42,000 Years of Deep Sea Fishing

Nature News:
The world's oldest fish hook has been unearthed at a site in East Timor, alongside evidence that modern humans were catching fish from the open ocean as far back as 42,000 years ago. The discoveries, from a limestone cave site known as the Jerimalai shelter on the north of the island, are published today in Science.

Sue O'Connor, an archaeologist at the Australian National University in Canberra, and her colleagues found two broken fish hooks made from shells. They dated one to approximately 11,000 years old and the other to between 23,000 and 16,000 years old — the earliest known example of fish-hook manufacture.

The oldest previously known fish hooks are associated with the beginnings of agriculture, which in South East Asia was around 5,500 years ago, says O'Connor.

The team also found more than 38,000 fish bones at the site, dating the oldest back to 42,000 years ago.

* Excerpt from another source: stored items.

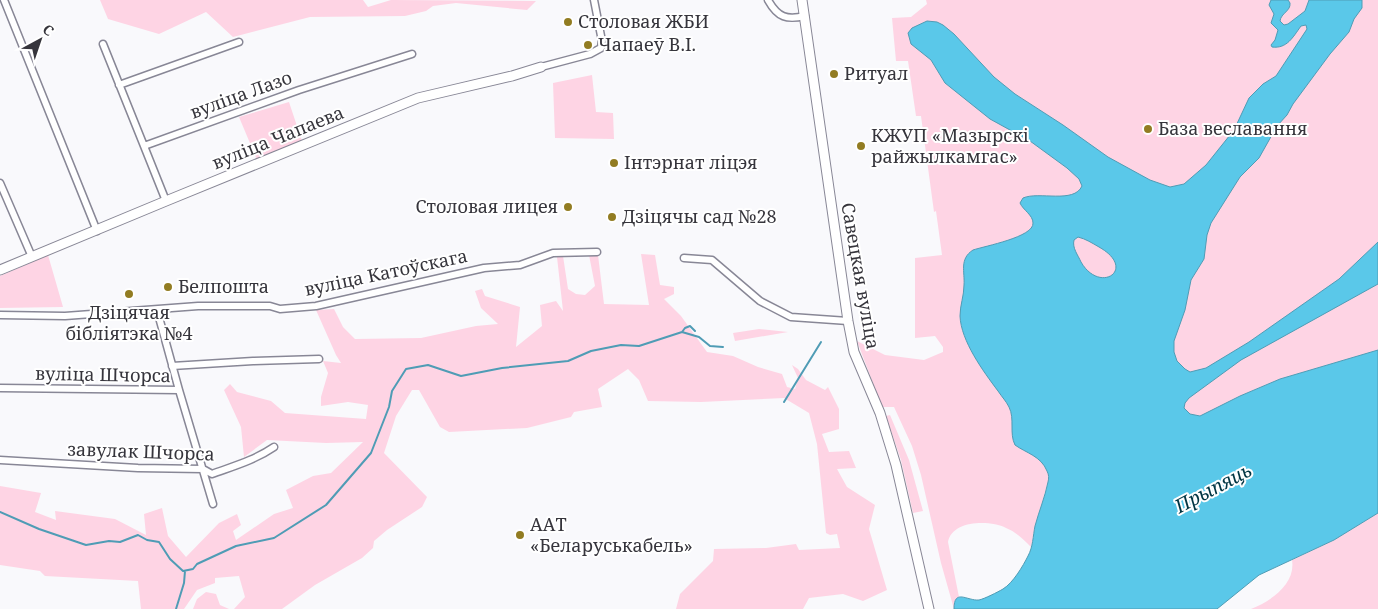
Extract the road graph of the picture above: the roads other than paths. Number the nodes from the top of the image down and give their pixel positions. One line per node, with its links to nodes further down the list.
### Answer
1 (4, 0): 14 (street)
2 (594, 0): 9 (street)
3 (768, 0): 5 (street)
4 (802, 0): 5 (street, Савецкая вуліца)
5 (805, 16): 21 (street, Савецкая вуліца)
6 (239, 42): 10 (street)
7 (103, 44): 10 (street)
8 (412, 54): 11 (street, вуліца Лазо)
9 (542, 66): 13 (street, вуліца Чапаева)
10 (119, 85): 11 (street)
11 (144, 146): 13 (street)
12 (0, 183): 16 (street)
13 (166, 201): 14 (street, вуліца Чапаева)
14 (97, 231): 16 (street, вуліца Чапаева)
15 (597, 252): 19 (street, вуліца Катоўскага)
16 (32, 256): 18 (street, вуліца Чапаева)
17 (684, 258): 21 (street)
18 (0, 270)
19 (156, 310): 20 (street, вуліца Катоўскага); 23 (street)
20 (0, 315)
21 (848, 321): 30 (street, Савецкая вуліца)
22 (319, 359): 23 (street, вуліца Шчорса)
23 (172, 366): 25 (street)
24 (0, 388): 25 (street, вуліца Шчорса)
25 (179, 390): 28 (street, вуліца Шчорса)
26 (274, 446): 28 (street, завулак Шчорса)
27 (0, 460): 28 (street, завулак Шчорса)
28 (203, 469): 29 (street, вуліца Шчорса)
29 (213, 504)
30 (930, 609)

Some were from inshore species, but almost half were from 'pelagic species' — fish that dwell in the open ocean, providing the oldest known evidence of humans fishing far from shore. The most commonly found pelagic species at the site were Tuna, but there was also evidence of humans eating sharks and rays, among others.

“That these types of fish were being routinely caught 40,000 years ago is extraordinary,” says O'Connor. “It requires complex technology and shows that early modern humans in island South East Asia had amazingly advanced maritime skills.”

Since people made it to Australia 50,000 years ago, they were obviously capable of crossing deep seas. This evidence of deep sea fishing may help explain how they got that skill. Note that hominid fishing is older than Homo sapiens:

Far older fish bones have been found at sites in southern Africa – those at the Blombos Cave in South Africa, for example, date from 140,000–50,000 years ago – but they have generally been from inshore species whose capture would require less complex technology. A small number of tuna vertebrae have been found, but these can be attributed to scavenging of fish washed up on beaches, says Richard Klein, an archaeologist at Stanford University in California, who has worked extensively in the region. The oldest known fishing tackle from the vicinity dates from around 12,000 years ago, but it includes only bone gorges (straight hooks) and net sinkers, probably used exclusively inshore, he adds.

O'Connor thinks that coastal sites that could have provided more evidence of early maritime technology in Africa may have disappeared owing to a rise in sea levels over time. The Jerimalai site — which was preserved because it perches high up on the edge of an geologically uplifting coastline — provides a “window into what early modern humans were capable of”, she says.